The Australian dollar is higher after weaker-than-expected national consumer price index figures and the International Monetary Fund (IMF) downgraded its economic forecast for Europe.
At 0700 AEDT on Thursday, the Australian dollar was at 105.50 US cents, up from Wednesday's close of 105.39 cents.
The local currency dipped slightly on Wednesday, after CPI for the December quarter rose only 0.2 per cent - lower than economists' predictions of a 0.5 per cent rise.
But HiFX senior trader Stuart Ive said the currency was well on the way to recovering overnight, after the market digested the data and its potential impact on Australia's central bank.
"I think it was really by-the-by, and will not change where the RBA (Reserve Bank of Australia) sits at the moment," he said.
The RBA will meet on February 5 for its monthly meeting and rate decision.
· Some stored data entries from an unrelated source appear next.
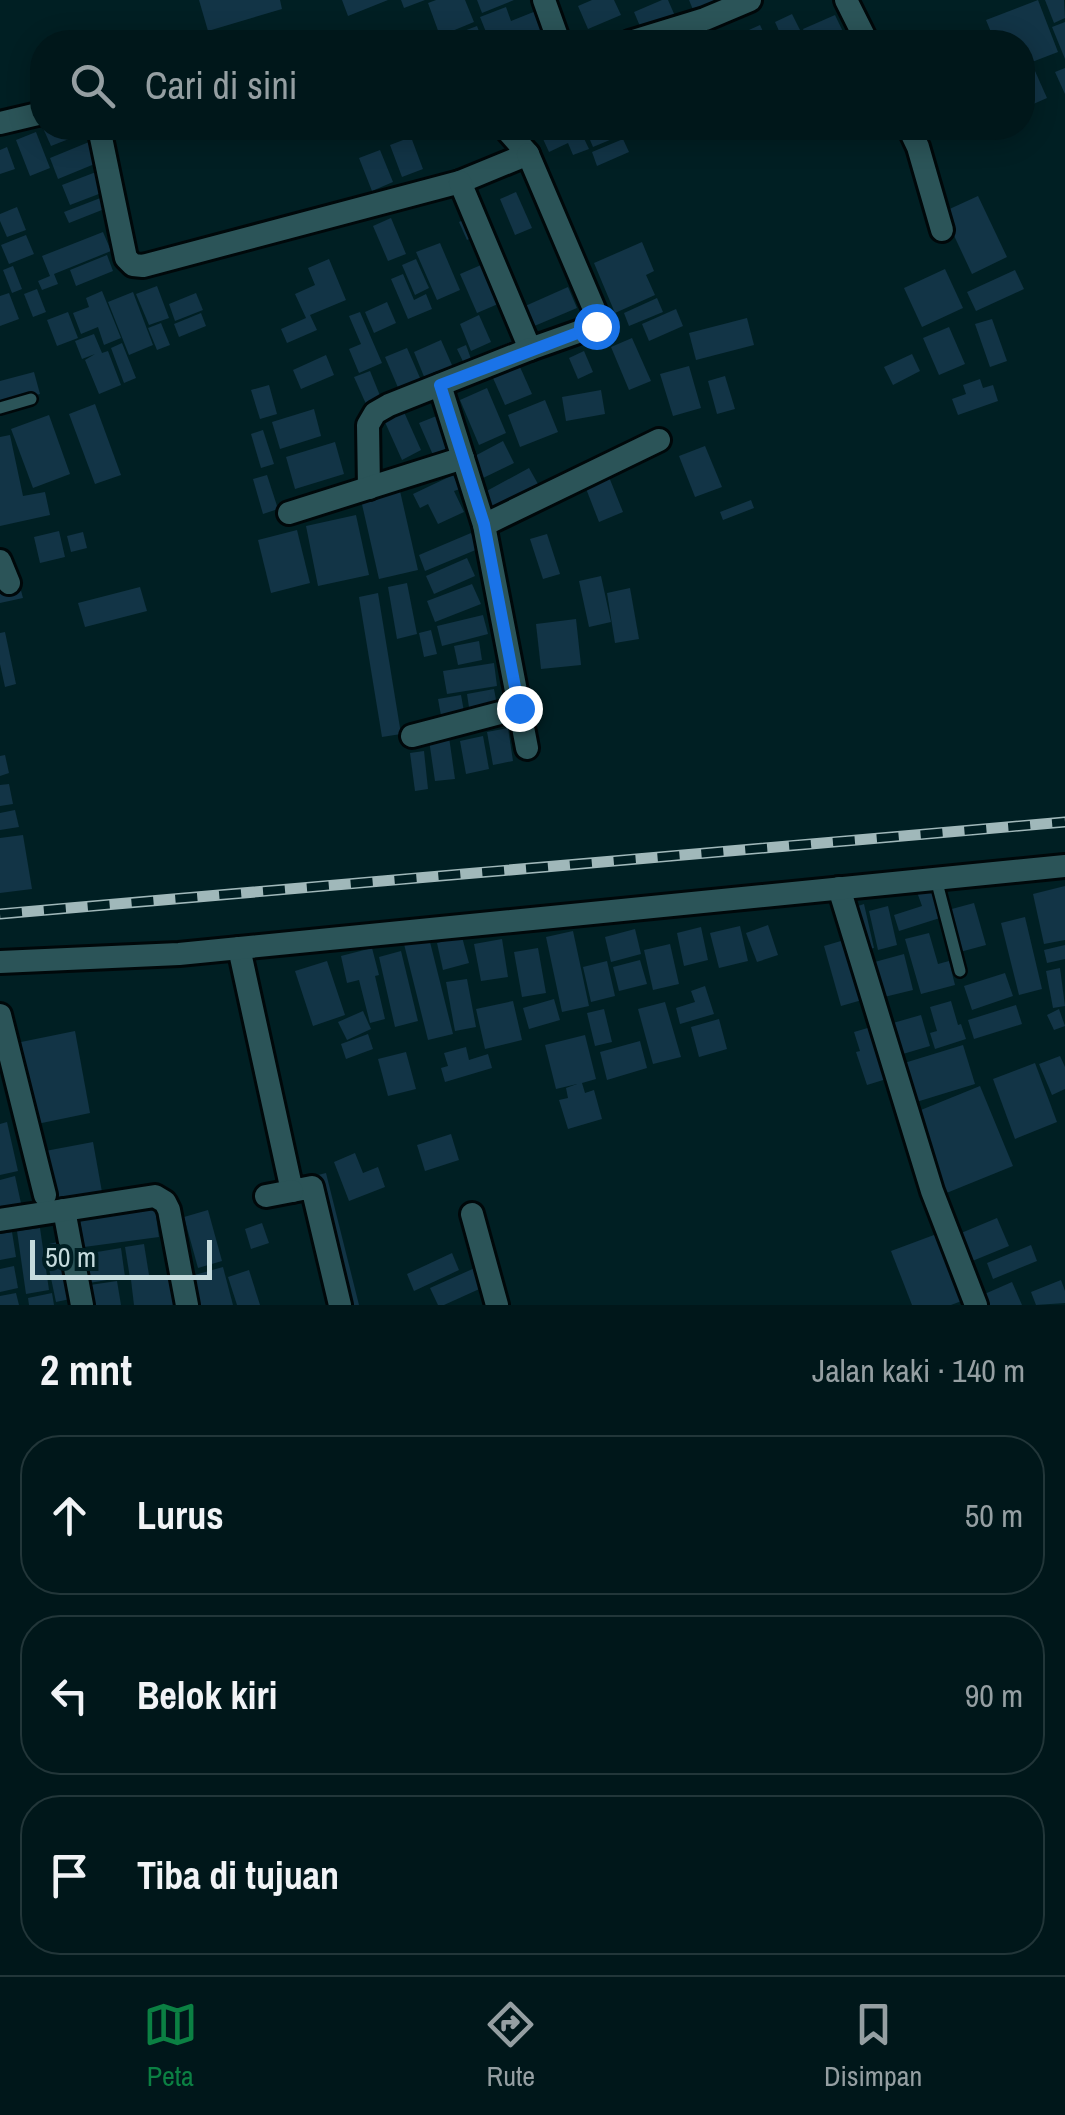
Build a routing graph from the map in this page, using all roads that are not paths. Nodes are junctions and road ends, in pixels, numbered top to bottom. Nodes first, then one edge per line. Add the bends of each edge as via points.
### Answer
1 (544, 0) edge
2 (750, 0) edge
3 (846, 0) edge
4 (555, 30) edge
5 (669, 30) edge
6 (861, 30) edge
7 (30, 116) edge
8 (0, 123) edge
9 (101, 140) edge
10 (515, 140) edge
11 (915, 140) edge
12 (528, 154) junction
13 (460, 182) junction
14 (942, 230) dead end
15 (530, 349) junction
16 (440, 385) junction
17 (31, 399) dead end
18 (0, 408) edge
19 (660, 440) dead end
20 (463, 458) junction
21 (368, 488) junction
22 (289, 514) dead end
23 (484, 524) junction
24 (519, 708) junction
25 (412, 736) dead end
26 (527, 748) dead end
27 (1065, 866) edge
28 (936, 878) junction
29 (839, 888) junction
30 (239, 948) junction
31 (0, 962) edge
32 (960, 970) dead end
33 (0, 1014) edge
34 (292, 1191) junction
35 (266, 1196) dead end
36 (54, 1203) junction
37 (472, 1214) dead end
38 (0, 1220) edge
39 (82, 1305) edge
40 (186, 1305) edge
41 (340, 1305) edge
42 (497, 1305) edge
43 (976, 1305) edge

1 - 4 street
2 - 5 street
3 - 6 street
7 - 8 street
9 - 13 street via 132,265
10 - 12 street
11 - 14 street
12 - 13 street
12 - 15 street via 598,322
13 - 15 street
15 - 16 street
16 - 20 street
16 - 21 street via 375,413 368,426
17 - 18 lane
19 - 23 street
20 - 21 street
20 - 23 street
21 - 22 street
23 - 24 street
24 - 25 street
24 - 26 street
27 - 28 street
28 - 29 street
28 - 32 lane
29 - 30 street
29 - 43 street via 932,1191
30 - 31 street
30 - 34 street
33 - 36 street
34 - 35 street
34 - 41 street via 312,1187
36 - 38 street
36 - 39 street
36 - 40 street via 161,1198 169,1210
37 - 42 street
At its last meeting, in December, it cut the cash rate by a quarter of a percentage point to 3.00 per cent.
Later overnight, a downgrade to growth predictions for Europe pushed the Aussie dollar lower.
"One major event overnight was the downgrading of growth forecasts for Europe by the IMF," Mr Ive said.
"The Australian currency dipped a bit after that, but has now come off those lows."
The IMF said it expected the euro zone to remain in recession throughout 2013, with the region's economy expected to contract 0.2 per cent.
Looking ahead, Chinese manufacturing data due for release on Thursday could shift the Australian currency out of its range trading pattern, Mr Ive said.
"The Australian dollar has been in this 105.30 to 105.80 (US cent) range for last few days," he said.
"The key thing now will be the Chinese data this afternoon."
HSBC will release purchasing managers' index (PMI) data for January - with the previous result of 51.5 suggested the country's manufacturing sector was recovering.